Les producteurs d’énergie contribuent considérablement aux changements climatiques et leurs pratiques sont de plus en plus émettrices de gaz à effet de serre.

Les négociations de Copenhague (Danemark) devront impérativement fixer des objectifs ambitieux de réduction des émissions de gaz à effet de serre (GES) pour les Etats et les industriels. Parmi ces derniers, l’impact des producteurs d’énergie est considérable. A l’échelle mondiale, le secteur énergétique a en effet été responsable de 25 % des émissions de GES en 2007. Du côté de l’Union européenne, très industrialisée et énorme productrice et consommatrice d’énergie sous toutes ses formes, et notamment d’électricité, ce taux atteignait 61 % en 2003.

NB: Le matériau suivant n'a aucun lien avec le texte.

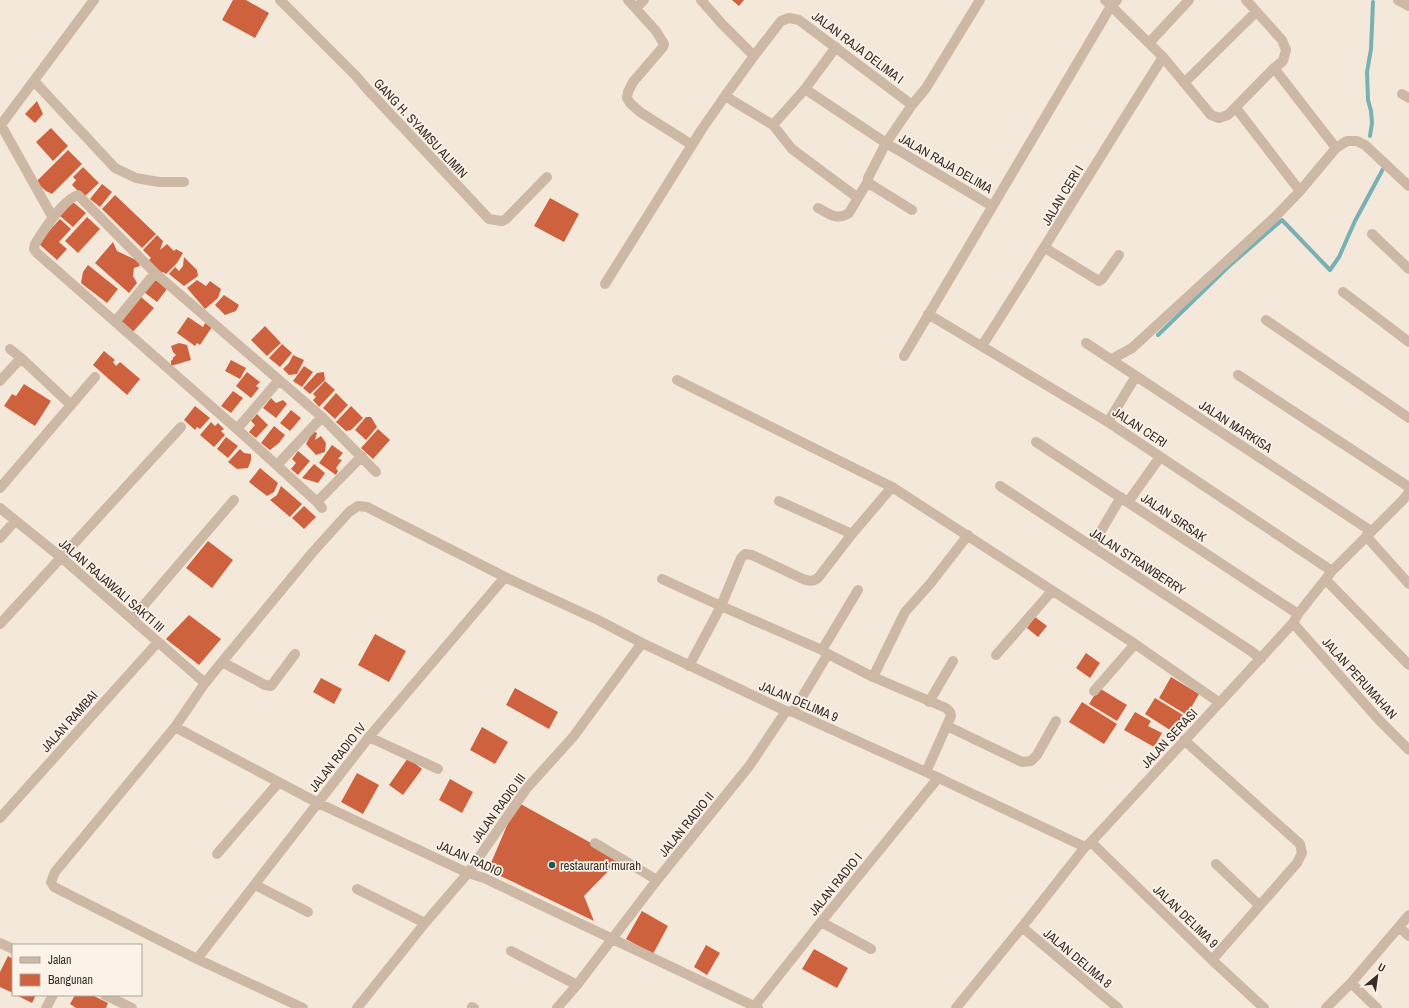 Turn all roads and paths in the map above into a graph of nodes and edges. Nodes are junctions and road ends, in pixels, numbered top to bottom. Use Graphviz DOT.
graph roads {
  1 [pos="94,0"];
  2 [pos="280,0"];
  3 [pos="628,0"];
  4 [pos="644,0"];
  5 [pos="701,0"];
  6 [pos="980,0"];
  7 [pos="1189,0"];
  8 [pos="1246,0"];
  9 [pos="1398,0"];
  10 [pos="1111,2"];
  11 [pos="1409,6"];
  12 [pos="636,8"];
  13 [pos="1256,12"];
  14 [pos="1150,43"];
  15 [pos="836,47"];
  16 [pos="754,56"];
  17 [pos="1163,57"];
  18 [pos="1274,68"];
  19 [pos="34,81"];
  20 [pos="1184,83"];
  21 [pos="805,89"];
  22 [pos="725,96"];
  23 [pos="912,105"];
  24 [pos="1236,108"];
  25 [pos="773,125"];
  26 [pos="0,126"];
  27 [pos="886,143"];
  28 [pos="692,145"];
  29 [pos="1336,148"];
  30 [pos="547,177"];
  31 [pos="868,181"];
  32 [pos="184,182"];
  33 [pos="1409,186"];
  34 [pos="1300,191"];
  35 [pos="858,198"];
  36 [pos="992,206"];
  37 [pos="818,208"];
  38 [pos="912,210"];
  39 [pos="53,218"];
  40 [pos="1372,234"];
  41 [pos="1045,248"];
  42 [pos="1118,255"];
  43 [pos="1409,269"];
  44 [pos="155,273"];
  45 [pos="605,284"];
  46 [pos="1343,292"];
  47 [pos="928,314"];
  48 [pos="1266,320"];
  49 [pos="115,322"];
  50 [pos="1409,342"];
  51 [pos="1086,343"];
  52 [pos="982,346"];
  53 [pos="10,349"];
  54 [pos="904,356"];
  55 [pos="21,358"];
  56 [pos="1112,359"];
  57 [pos="1238,375"];
  58 [pos="1136,376"];
  59 [pos="95,377"];
  60 [pos="279,380"];
  61 [pos="677,380"];
  62 [pos="0,381"];
  63 [pos="71,405"];
  64 [pos="322,417"];
  65 [pos="1409,418"];
  66 [pos="1108,422"];
  67 [pos="181,427"];
  68 [pos="237,429"];
  69 [pos="1036,442"];
  70 [pos="362,456"];
  71 [pos="1160,456"];
  72 [pos="278,465"];
  73 [pos="376,472"];
  74 [pos="1000,486"];
  75 [pos="892,487"];
  76 [pos="1409,487"];
  77 [pos="0,488"];
  78 [pos="1407,499"];
  79 [pos="234,500"];
  80 [pos="1124,500"];
  81 [pos="779,501"];
  82 [pos="0,508"];
  83 [pos="15,522"];
  84 [pos="852,534"];
  85 [pos="1369,534"];
  86 [pos="968,535"];
  87 [pos="0,538"];
  88 [pos="1092,546"];
  89 [pos="62,558"];
  90 [pos="1332,571"];
  91 [pos="505,577"];
  92 [pos="662,579"];
  93 [pos="1326,580"];
  94 [pos="1409,584"];
  95 [pos="858,590"];
  96 [pos="1052,591"];
  97 [pos="721,606"];
  98 [pos="132,619"];
  99 [pos="1295,619"];
  100 [pos="0,624"];
  101 [pos="158,642"];
  102 [pos="642,643"];
  103 [pos="1135,644"];
  104 [pos="825,652"];
  105 [pos="295,654"];
  106 [pos="996,655"];
  107 [pos="1261,659"];
  108 [pos="953,661"];
  109 [pos="222,662"];
  110 [pos="1409,665"];
  111 [pos="689,666"];
  112 [pos="873,677"];
  113 [pos="205,684"];
  114 [pos="1094,691"];
  115 [pos="929,702"];
  116 [pos="1220,703"];
  117 [pos="790,711"];
  118 [pos="1056,722"];
  119 [pos="175,726"];
  120 [pos="947,726"];
  121 [pos="369,738"];
  122 [pos="1184,740"];
  123 [pos="1409,750"];
  124 [pos="438,770"];
  125 [pos="926,772"];
  126 [pos="938,778"];
  127 [pos="279,782"];
  128 [pos="318,803"];
  129 [pos="0,818"];
  130 [pos="595,843"];
  131 [pos="1088,844"];
  132 [pos="217,854"];
  133 [pos="1216,864"];
  134 [pos="468,873"];
  135 [pos="657,880"];
  136 [pos="255,885"];
  137 [pos="357,889"];
  138 [pos="1258,905"];
  139 [pos="308,912"];
  140 [pos="1409,915"];
  141 [pos="821,922"];
  142 [pos="425,923"];
  143 [pos="1022,927"];
  144 [pos="1399,927"];
  145 [pos="1409,936"];
  146 [pos="612,939"];
  147 [pos="0,943"];
  148 [pos="12,949"];
  149 [pos="871,949"];
  150 [pos="511,951"];
  151 [pos="197,959"];
  152 [pos="1212,960"];
  153 [pos="1351,983"];
  154 [pos="576,985"];
  155 [pos="52,996"];
  156 [pos="107,996"];
  157 [pos="755,1007"];
  158 [pos="46,1008"];
  159 [pos="132,1008"];
  160 [pos="303,1008"];
  161 [pos="358,1008"];
  162 [pos="556,1008"];
  163 [pos="956,1008"];
  164 [pos="1118,1008"];
  165 [pos="1264,1008"];
  166 [pos="1326,1008"];
  167 [pos="1377,1008"];
  1 -- 19 [label="street"];
  2 -- 30 [label="street, GANG H. SYAMSU ALIMIN"];
  3 -- 12 [label="street"];
  4 -- 12 [label="street"];
  5 -- 16 [label="street"];
  6 -- 23 [label="street"];
  7 -- 14 [label="street"];
  8 -- 13 [label="street"];
  9 -- 11 [label="street"];
  10 -- 14 [label="street"];
  10 -- 36 [label="street"];
  12 -- 28 [label="street"];
  13 -- 18 [label="street"];
  13 -- 20 [label="street"];
  14 -- 17 [label="street"];
  15 -- 16 [label="street, JALAN RAJA DELIMA I"];
  15 -- 21 [label="street"];
  15 -- 23 [label="street, JALAN RAJA DELIMA I"];
  16 -- 22 [label="street, JALAN RAJA DELIMA I"];
  17 -- 20 [label="street"];
  17 -- 41 [label="street, JALAN CERI I"];
  18 -- 24 [label="street"];
  18 -- 29 [label="street"];
  19 -- 26 [label="street"];
  19 -- 32 [label="street"];
  20 -- 24 [label="street"];
  21 -- 25 [label="street"];
  21 -- 27 [label="street, JALAN RAJA DELIMA"];
  22 -- 25 [label="street"];
  22 -- 28 [label="street, JALAN RAJA DELIMA I"];
  23 -- 27 [label="street"];
  24 -- 34 [label="street"];
  25 -- 35 [label="street"];
  26 -- 39 [label="street"];
  27 -- 31 [label="street"];
  27 -- 36 [label="street, JALAN RAJA DELIMA"];
  28 -- 45 [label="street, JALAN RAJA DELIMA I"];
  29 -- 33 [label="street"];
  29 -- 34 [label="street"];
  31 -- 35 [label="street"];
  31 -- 38 [label="street"];
  34 -- 56 [label="street"];
  35 -- 37 [label="street"];
  36 -- 47 [label="street"];
  39 -- 44 [label="street"];
  39 -- 49 [label="street"];
  40 -- 43 [label="street"];
  41 -- 42 [label="street"];
  41 -- 52 [label="street, JALAN CERI I"];
  44 -- 49 [label="street"];
  44 -- 60 [label="street"];
  46 -- 50 [label="street"];
  47 -- 52 [label="street, JALAN CERI"];
  47 -- 54 [label="street"];
  48 -- 65 [label="street"];
  49 -- 68 [label="street"];
  51 -- 56 [label="street, JALAN MARKISA"];
  52 -- 66 [label="street, JALAN CERI"];
  53 -- 55 [label="street"];
  55 -- 62 [label="street"];
  55 -- 63 [label="street"];
  56 -- 58 [label="street, JALAN MARKISA"];
  57 -- 76 [label="street"];
  58 -- 66 [label="street"];
  58 -- 85 [label="street, JALAN MARKISA"];
  59 -- 63 [label="street"];
  60 -- 64 [label="street"];
  60 -- 68 [label="street"];
  61 -- 75 [label="street"];
  63 -- 77 [label="street"];
  64 -- 70 [label="street"];
  64 -- 72 [label="street"];
  66 -- 71 [label="street, JALAN CERI"];
  67 -- 89 [label="street"];
  68 -- 72 [label="street"];
  69 -- 80 [label="street, JALAN SIRSAK"];
  70 -- 72 [label="street"];
  70 -- 73 [label="street"];
  71 -- 80 [label="street"];
  71 -- 90 [label="street, JALAN CERI"];
  74 -- 88 [label="street, JALAN STRAWBERRY"];
  75 -- 84 [label="street"];
  75 -- 86 [label="street"];
  78 -- 85 [label="street, JALAN SERASI"];
  79 -- 98 [label="street"];
  80 -- 88 [label="street"];
  80 -- 99 [label="street, JALAN SIRSAK"];
  81 -- 84 [label="street"];
  82 -- 83 [label="street, JALAN RAJAWALI SAKTI III"];
  83 -- 87 [label="street"];
  83 -- 89 [label="street, JALAN RAJAWALI SAKTI III"];
  84 -- 97 [label="street"];
  85 -- 90 [label="street, JALAN SERASI"];
  85 -- 94 [label="street, JALAN MARKISA"];
  86 -- 96 [label="street"];
  86 -- 112 [label="street"];
  88 -- 107 [label="street, JALAN STRAWBERRY"];
  89 -- 98 [label="street, JALAN RAJAWALI SAKTI III"];
  89 -- 100 [label="street"];
  90 -- 93 [label="street, JALAN SERASI"];
  91 -- 102 [label="street, JALAN DELIMA 9"];
  91 -- 109 [label="street, JALAN DELIMA 9"];
  91 -- 121 [label="street, JALAN RADIO IV"];
  92 -- 97 [label="street"];
  93 -- 99 [label="street, JALAN SERASI"];
  93 -- 110 [label="street"];
  95 -- 104 [label="street, JALAN RADIO II"];
  96 -- 103 [label="street"];
  96 -- 106 [label="street"];
  97 -- 104 [label="street"];
  97 -- 111 [label="street"];
  98 -- 101 [label="street, JALAN RAJAWALI SAKTI III"];
  99 -- 107 [label="street, JALAN SERASI"];
  99 -- 123 [label="street, JALAN PERUMAHAN"];
  101 -- 113 [label="street, JALAN RAJAWALI SAKTI III"];
  101 -- 129 [label="street, JALAN RAMBAI"];
  102 -- 111 [label="street, JALAN DELIMA 9"];
  102 -- 134 [label="street, JALAN RADIO III"];
  103 -- 114 [label="street"];
  103 -- 116 [label="street"];
  104 -- 112 [label="street"];
  104 -- 117 [label="street, JALAN RADIO II"];
  105 -- 109 [label="street"];
  107 -- 116 [label="street, JALAN SERASI"];
  108 -- 115 [label="street"];
  109 -- 113 [label="street"];
  111 -- 117 [label="street, JALAN DELIMA 9"];
  112 -- 115 [label="street"];
  113 -- 119 [label="street"];
  115 -- 120 [label="street"];
  116 -- 122 [label="street, JALAN SERASI"];
  117 -- 125 [label="street, JALAN DELIMA 9"];
  117 -- 135 [label="street, JALAN RADIO II"];
  118 -- 120 [label="street"];
  119 -- 127 [label="street, JALAN RADIO"];
  119 -- 151 [label="street"];
  120 -- 125 [label="street"];
  121 -- 124 [label="street"];
  121 -- 128 [label="street, JALAN RADIO IV"];
  122 -- 131 [label="street, JALAN SERASI"];
  122 -- 138 [label="street"];
  125 -- 126 [label="street, JALAN DELIMA 9"];
  126 -- 131 [label="street, JALAN DELIMA 9"];
  126 -- 141 [label="street, JALAN RADIO I"];
  127 -- 128 [label="street, JALAN RADIO"];
  127 -- 132 [label="street"];
  128 -- 134 [label="street, JALAN RADIO"];
  128 -- 136 [label="street, JALAN RADIO IV"];
  130 -- 135 [label="street"];
  131 -- 143 [label="street, JALAN SERASI"];
  131 -- 152 [label="street, JALAN DELIMA 9"];
  133 -- 138 [label="street"];
  134 -- 142 [label="street, JALAN RADIO III"];
  134 -- 146 [label="street, JALAN RADIO"];
  135 -- 146 [label="street, JALAN RADIO II"];
  136 -- 139 [label="street"];
  136 -- 151 [label="street, JALAN RADIO IV"];
  137 -- 142 [label="street"];
  138 -- 152 [label="street"];
  140 -- 144 [label="street"];
  141 -- 149 [label="street"];
  141 -- 157 [label="street, JALAN RADIO I"];
  142 -- 161 [label="street, JALAN RADIO III"];
  143 -- 163 [label="street, JALAN SERASI"];
  143 -- 164 [label="street, JALAN DELIMA 8"];
  144 -- 145 [label="street"];
  144 -- 153 [label="street"];
  146 -- 154 [label="street, JALAN RADIO II"];
  146 -- 157 [label="street, JALAN RADIO"];
  147 -- 148 [label="street"];
  150 -- 154 [label="street"];
  151 -- 160 [label="street"];
  152 -- 165 [label="street, JALAN DELIMA 9"];
  153 -- 166 [label="street"];
  153 -- 167 [label="street"];
  154 -- 162 [label="street, JALAN RADIO II"];
  155 -- 158 [label="street"];
  156 -- 159 [label="street"];
}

Investissements climaticides

La contribution au réchauffement climatique des grandes compagnies pétrolières et gazières est considérable et croissante. Figurant parmi les entreprises les plus puissantes au monde, presque toutes les grandes compagnies privées du secteur pétrolier (Exxon, Total, Shell, BP, Chevron, ENI ou encore Repsol), « s’activent » dans l’exploitation des sables bitumineux, au Canada depuis plusieurs années, et désormais en Afrique. Total, déjà très présent dans les sables canadiens, s’est ainsi engagé dans un projet à Madagascar, et semble également intéressé par des réserves au Congo. Or, la production d’un baril de pétrole à partir de sables bitumineux est tellement énergivore que son impact en termes d’émissions de GES est estimé au triple de celui d’un baril produit à partir de pétrole conventionnel. L’exploitation des sables bitumineux et autres pétroles extralourds revient alors à laisser les compagnies pétrolières gaspiller les énergies fossiles les moins polluantes, telles que le gaz, pour produire les plus sales jamais utilisées dans l’histoire de l’Humanité. Un récent rapport des Amis de la Terre Europe a d’ailleurs mis cette schizophrénie en évidence : les investissements de la compagnie anglonéerlandaise Shell pour exploiter ses réserves dans les sables bitumineux multiplieront par deux l’impact climatique de sa production par baril de pétrole produit, déjà considérable, dans les années à venir.

Total et le torchage

En France, Total, première entreprise hexagonale, n’est pas en reste. Ses émissions de GES se sont ainsi élevées à 57,9 millions de tonnes équivalent CO2 en 2007, soit presque 11 % du total des émissions françaises de l’année ! Plus du quart de ces émissions sont imputables au torchage des gaz extraits des puits de pétrole et non valorisés, une pratique désastreuse sur le plan environnemental et sanitaire pour les populations avoisinantes, et qui représente un véritable gâchis énergétique. C’est notamment le cas au Nigeria, où le torchage pratiqué par les grandes compagnies pétrolières privées a entraîné le rejet de 70 millions de tonnes équivalent CO2 en 2004. Le torchage représente la première source d’émission de GES du continent africain, qui subira le plus durement les effets du réchauffement climatique dans les prochaines années.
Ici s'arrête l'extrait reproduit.